Search code examples
amazon-ecsdagster

Dagster: Why do I need to specify ECS cluster name, and separately its CPU/memory requirements?


In Dagster cloud's documentation, for AWS and under Per-deployment configuration, I see that I need to specify both:

  1. Cluster name (Under "cluster")
  2. Requested server resources (Under server_resources. Namely CPU and memory)

Since as far as I understood, an ECS cluster contains homogenous machines, wouldn't the cluster name indicate the machines available?

What would happen if I requested resources of type X, while the cluster contained resources of (a different) type Y?


Solution

  • ECS cluster contains homogeneous machines

    A EC2 cluster doesn't have to use the same machine type for all its capacity.

    Each cluster can have one or more capacity providers. The two main capacity provider types are Fargate and EC2.

    Fargate is always available to all AWS accounts. AWS manages the Fargate service for us. ECS exposes no provisioning details about it. Fargate itself may use multiple machine types and we don't know.

    EC2 is basically an auto-scaling group. You can use multiple instance types within a single auto-scaling group. Even if one auto-scaling group uses only one machine type, you can add another auto-scaling group with a different type.

    So there are three ways to have heterogeneous capacity in the cluster:

    • Use both the Fargate and EC2 capacity providers
    • Use the EC2 capacity provider with an auto-scaling group with a mixed instances policy
    • Use the EC2 capacity provider with many auto-scaling groups with different launch configurations

    Wouldn't the cluster name indicate the machines available?

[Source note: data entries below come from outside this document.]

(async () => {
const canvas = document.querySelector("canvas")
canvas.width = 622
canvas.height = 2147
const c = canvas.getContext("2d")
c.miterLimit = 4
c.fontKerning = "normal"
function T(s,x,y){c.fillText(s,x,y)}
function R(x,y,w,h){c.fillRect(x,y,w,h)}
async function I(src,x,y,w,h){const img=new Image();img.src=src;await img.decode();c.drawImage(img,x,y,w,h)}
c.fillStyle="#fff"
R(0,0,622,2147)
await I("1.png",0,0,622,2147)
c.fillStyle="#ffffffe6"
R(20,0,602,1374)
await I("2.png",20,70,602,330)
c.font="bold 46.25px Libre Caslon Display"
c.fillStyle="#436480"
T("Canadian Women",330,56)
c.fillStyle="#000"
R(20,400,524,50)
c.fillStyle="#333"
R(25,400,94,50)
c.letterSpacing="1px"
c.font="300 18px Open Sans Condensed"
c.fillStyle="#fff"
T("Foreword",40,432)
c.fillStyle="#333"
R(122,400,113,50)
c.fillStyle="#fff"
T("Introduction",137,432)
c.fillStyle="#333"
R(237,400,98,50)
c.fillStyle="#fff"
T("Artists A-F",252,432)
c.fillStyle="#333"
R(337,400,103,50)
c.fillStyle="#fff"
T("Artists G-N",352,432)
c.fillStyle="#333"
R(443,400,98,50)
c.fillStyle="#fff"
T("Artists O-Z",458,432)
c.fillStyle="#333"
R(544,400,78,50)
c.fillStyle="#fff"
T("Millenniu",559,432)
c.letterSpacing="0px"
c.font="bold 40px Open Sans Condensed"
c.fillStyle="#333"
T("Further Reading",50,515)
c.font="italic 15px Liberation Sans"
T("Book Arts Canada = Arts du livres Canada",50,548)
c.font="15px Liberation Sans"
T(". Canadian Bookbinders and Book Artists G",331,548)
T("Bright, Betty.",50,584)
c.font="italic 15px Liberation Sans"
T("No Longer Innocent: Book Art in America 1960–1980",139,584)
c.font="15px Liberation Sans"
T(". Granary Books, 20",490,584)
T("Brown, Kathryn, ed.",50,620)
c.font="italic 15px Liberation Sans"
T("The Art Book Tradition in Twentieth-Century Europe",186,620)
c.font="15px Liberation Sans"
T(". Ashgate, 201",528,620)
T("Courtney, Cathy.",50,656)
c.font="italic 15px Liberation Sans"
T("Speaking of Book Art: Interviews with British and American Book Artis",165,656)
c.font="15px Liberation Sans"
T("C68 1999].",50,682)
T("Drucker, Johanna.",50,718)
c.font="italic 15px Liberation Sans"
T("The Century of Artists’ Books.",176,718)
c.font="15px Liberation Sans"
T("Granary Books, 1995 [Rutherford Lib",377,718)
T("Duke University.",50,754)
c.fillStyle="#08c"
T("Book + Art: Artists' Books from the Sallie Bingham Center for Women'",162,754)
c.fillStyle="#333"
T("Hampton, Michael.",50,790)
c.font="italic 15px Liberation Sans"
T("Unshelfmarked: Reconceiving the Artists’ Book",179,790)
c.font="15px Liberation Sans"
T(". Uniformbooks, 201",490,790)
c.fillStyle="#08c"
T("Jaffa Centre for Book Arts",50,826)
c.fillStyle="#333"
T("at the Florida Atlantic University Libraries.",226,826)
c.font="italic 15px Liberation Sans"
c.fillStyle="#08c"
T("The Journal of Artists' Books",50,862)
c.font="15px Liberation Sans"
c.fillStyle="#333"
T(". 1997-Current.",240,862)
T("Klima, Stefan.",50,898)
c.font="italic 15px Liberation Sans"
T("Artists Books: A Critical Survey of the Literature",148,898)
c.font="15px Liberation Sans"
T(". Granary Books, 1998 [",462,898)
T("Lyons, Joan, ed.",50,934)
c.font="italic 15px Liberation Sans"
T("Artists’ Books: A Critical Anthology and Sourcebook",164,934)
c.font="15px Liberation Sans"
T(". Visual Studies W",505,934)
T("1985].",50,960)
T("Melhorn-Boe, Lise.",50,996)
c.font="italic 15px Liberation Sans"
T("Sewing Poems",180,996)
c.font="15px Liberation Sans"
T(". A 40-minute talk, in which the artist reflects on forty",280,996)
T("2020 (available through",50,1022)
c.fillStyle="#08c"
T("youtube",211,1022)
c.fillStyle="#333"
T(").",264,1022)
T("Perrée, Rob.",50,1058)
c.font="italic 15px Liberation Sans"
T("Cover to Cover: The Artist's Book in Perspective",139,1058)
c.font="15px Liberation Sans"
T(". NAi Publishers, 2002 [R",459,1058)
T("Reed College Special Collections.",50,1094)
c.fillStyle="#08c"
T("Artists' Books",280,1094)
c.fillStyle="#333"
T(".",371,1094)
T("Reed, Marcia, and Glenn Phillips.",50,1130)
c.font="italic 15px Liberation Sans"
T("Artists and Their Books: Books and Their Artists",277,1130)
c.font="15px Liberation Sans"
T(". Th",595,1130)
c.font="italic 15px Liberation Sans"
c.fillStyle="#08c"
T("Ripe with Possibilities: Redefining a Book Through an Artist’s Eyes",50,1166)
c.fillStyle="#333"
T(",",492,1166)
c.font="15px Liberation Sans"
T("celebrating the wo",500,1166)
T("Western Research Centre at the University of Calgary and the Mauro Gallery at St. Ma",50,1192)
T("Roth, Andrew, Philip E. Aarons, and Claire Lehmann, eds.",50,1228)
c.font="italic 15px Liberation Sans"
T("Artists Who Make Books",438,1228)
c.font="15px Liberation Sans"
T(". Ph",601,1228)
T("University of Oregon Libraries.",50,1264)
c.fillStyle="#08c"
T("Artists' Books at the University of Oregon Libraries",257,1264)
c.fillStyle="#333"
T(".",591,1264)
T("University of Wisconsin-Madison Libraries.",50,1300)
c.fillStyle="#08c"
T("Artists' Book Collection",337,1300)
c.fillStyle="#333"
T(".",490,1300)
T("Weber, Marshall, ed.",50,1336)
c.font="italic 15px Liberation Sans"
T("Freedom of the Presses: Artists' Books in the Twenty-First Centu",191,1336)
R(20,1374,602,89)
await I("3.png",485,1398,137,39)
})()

    Yes, but a task definition doesn't associate it directly with a machine, and it doesn't have to use any EC2 machine at all.

    In any case a machine can run multiple tasks.

    A task has capacity provider strategy. It may specify either Fargate or EC2 but not both.

    If the task uses Fargate, then there are no available machines, just a pool from which ECS allocates resources.

    If the task uses EC2, then it uses one or more auto-scaling groups. ECS calls the machines in these groups container instances.

    ECS uses task placement to decide how to run a task on an EC2 machine. I think each task must run on a single machine, but I can't find that in the documentation. A container certainly must run on a single machine, but a task can have multiple containers.

    What would happen if I requested resources of type X, while the cluster contained resources of type Y?

    The task definition documentation explains this behavior.

    We don't know Y for Fargate. You choose X from list of supported combinations of CPU and memory. If you choose a bad combination, I suppose the task fails (I haven't tested and I can't find a description in the documentation).

    For EC2, as long as X is less than Y, then your task probably can run. If your cluster doesn't have any machines with the requested memory or CPU, then the task fails.


    The EC2 behavior is analogous to to running a Docker container on your own development machine. A container doesn't use all the resources of your computer. The smaller the containers, the more you can run on one machine at a time. Docker allows you to set the maximum memory and CPU allocation for a container via runtime resource constraints.